En somme, les aides à décarbonation constituent un levier utile mais encore partiel pour atteindre les objectifs climatiques de neutralité carbone d’ici 2050.
Et dans la région ? L’exemple de Jimmy Energy
En Bourgogne-Franche-Comté, l’entreprise Jimmy Energy donne une idée de l’impact du plan France 2030. La société, qui développe des micro-réacteurs nucléaires destinés à fournir de la chaleur industrielle décarbonée, vient d’obtenir 80 millions d’euros de financements : 40 millions via une levée de fonds menée notamment par Crédit Mutuel Impact et ADEME Investissement, et 40 millions supplémentaires dans le cadre du programme France 2030. De nouveau lauréate de l’appel à projets “réacteurs nucléaires innovants”, elle avait déjà bénéficié de 32 millions d’euros en 2023.

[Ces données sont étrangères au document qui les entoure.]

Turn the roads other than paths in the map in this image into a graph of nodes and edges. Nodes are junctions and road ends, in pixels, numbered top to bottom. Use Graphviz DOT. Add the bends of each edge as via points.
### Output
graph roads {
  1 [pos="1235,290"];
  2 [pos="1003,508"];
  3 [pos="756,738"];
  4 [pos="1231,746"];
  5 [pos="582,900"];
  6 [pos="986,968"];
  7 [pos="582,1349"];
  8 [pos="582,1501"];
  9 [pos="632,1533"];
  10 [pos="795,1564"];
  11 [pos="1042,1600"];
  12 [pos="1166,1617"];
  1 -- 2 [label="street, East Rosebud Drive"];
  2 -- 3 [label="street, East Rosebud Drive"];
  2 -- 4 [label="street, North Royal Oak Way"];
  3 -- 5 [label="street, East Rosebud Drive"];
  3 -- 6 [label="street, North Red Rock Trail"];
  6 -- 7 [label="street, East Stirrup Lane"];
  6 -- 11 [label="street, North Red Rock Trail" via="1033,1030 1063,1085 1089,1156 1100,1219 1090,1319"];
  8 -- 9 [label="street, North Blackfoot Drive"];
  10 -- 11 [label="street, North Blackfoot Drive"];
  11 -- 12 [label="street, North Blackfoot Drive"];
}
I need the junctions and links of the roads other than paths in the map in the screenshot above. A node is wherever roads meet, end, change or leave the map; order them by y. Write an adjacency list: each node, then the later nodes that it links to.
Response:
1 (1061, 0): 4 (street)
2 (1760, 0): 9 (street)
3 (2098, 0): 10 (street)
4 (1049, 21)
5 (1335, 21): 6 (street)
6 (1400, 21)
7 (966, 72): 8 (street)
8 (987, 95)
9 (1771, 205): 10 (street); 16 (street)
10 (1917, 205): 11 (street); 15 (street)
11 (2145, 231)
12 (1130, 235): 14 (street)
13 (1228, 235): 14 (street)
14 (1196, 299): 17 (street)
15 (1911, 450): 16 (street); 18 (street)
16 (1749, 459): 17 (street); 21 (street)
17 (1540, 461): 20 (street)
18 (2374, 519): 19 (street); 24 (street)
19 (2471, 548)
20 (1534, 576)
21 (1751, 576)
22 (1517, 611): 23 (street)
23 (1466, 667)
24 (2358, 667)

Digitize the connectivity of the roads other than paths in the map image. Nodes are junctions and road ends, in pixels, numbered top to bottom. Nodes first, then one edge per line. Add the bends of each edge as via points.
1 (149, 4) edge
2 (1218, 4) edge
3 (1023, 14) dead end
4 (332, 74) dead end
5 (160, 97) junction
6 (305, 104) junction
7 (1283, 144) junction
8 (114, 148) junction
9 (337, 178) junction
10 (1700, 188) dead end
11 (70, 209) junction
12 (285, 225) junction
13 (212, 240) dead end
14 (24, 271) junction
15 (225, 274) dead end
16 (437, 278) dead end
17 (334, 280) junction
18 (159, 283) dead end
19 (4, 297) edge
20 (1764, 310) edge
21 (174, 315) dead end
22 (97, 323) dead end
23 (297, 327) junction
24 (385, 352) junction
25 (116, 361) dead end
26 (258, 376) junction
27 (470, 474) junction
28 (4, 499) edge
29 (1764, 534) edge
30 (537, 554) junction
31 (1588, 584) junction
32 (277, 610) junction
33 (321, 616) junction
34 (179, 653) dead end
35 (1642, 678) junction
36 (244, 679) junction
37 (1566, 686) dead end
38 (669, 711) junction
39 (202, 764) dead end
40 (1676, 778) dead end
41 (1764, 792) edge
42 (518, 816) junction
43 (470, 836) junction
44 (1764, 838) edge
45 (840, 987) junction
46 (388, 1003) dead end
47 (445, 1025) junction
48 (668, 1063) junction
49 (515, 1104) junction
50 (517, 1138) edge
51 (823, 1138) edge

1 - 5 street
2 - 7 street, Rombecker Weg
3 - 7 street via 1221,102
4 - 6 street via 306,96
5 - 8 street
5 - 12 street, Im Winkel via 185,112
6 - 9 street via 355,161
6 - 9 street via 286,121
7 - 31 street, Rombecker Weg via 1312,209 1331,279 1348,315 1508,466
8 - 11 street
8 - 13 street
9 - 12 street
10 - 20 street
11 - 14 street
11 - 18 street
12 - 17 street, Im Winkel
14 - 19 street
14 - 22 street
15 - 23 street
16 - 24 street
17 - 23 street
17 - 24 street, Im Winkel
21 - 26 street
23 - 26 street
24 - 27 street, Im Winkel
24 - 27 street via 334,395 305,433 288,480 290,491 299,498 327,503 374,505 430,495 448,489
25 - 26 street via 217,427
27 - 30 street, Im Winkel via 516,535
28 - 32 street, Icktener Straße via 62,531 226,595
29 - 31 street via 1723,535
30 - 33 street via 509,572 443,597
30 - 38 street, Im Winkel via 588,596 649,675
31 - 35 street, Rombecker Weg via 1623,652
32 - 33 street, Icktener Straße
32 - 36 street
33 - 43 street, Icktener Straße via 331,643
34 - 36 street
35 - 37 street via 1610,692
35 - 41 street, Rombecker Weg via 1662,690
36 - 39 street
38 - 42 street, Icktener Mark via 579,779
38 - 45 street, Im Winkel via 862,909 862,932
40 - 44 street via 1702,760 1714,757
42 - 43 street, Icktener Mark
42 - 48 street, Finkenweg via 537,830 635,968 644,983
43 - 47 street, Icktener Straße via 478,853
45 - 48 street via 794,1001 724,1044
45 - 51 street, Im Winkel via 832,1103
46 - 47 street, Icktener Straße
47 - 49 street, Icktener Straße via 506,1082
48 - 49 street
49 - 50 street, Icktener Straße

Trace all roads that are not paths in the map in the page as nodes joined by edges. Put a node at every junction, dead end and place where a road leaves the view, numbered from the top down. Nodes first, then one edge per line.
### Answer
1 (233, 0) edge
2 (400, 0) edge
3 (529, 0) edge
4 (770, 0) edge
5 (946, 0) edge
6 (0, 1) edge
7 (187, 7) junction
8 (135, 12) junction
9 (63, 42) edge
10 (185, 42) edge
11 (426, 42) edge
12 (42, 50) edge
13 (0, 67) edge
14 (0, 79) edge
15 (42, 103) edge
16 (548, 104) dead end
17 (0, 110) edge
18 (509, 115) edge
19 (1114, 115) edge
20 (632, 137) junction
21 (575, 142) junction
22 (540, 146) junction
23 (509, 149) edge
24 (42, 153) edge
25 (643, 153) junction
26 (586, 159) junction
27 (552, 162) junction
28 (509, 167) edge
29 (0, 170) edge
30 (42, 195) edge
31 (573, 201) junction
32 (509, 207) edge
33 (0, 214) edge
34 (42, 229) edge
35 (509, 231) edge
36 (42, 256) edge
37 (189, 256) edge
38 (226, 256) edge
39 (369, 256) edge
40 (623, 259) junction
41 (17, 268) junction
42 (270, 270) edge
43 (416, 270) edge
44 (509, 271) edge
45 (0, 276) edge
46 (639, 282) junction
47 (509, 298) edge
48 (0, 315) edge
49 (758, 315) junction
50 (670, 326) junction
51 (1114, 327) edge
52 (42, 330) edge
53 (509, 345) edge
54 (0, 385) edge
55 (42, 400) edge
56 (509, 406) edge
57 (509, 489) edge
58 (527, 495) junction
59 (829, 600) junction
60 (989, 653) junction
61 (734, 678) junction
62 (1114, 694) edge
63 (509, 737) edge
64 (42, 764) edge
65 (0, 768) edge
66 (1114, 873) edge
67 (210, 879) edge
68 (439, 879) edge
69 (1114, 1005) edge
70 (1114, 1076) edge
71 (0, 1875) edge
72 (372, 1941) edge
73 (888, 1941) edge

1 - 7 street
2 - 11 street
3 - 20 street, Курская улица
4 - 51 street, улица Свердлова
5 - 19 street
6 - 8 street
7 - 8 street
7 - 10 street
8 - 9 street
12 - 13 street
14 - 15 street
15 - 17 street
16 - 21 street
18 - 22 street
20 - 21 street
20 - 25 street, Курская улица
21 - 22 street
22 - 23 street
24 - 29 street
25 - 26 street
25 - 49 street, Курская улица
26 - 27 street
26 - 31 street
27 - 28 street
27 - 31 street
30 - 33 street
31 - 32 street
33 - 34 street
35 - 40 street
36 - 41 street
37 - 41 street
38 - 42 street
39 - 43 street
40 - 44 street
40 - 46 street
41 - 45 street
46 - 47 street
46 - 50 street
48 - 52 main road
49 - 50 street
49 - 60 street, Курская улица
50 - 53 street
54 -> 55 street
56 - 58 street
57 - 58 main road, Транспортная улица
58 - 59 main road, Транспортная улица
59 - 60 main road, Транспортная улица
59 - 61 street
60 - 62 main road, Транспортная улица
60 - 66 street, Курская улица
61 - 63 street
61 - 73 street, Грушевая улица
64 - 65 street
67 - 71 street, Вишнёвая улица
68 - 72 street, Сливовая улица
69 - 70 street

Créée en 2020, la start-up prépare désormais l’industrialisation de sa technologie avec un ancrage industriel au Creusot, où elle prévoit une plateforme de 12 hectares. L’objectif : proposer aux industriels une alternative compétitive aux énergies fossiles pour la production de chaleur, un poste majeur d’émissions de gaz à effet de serre dans l’industrie.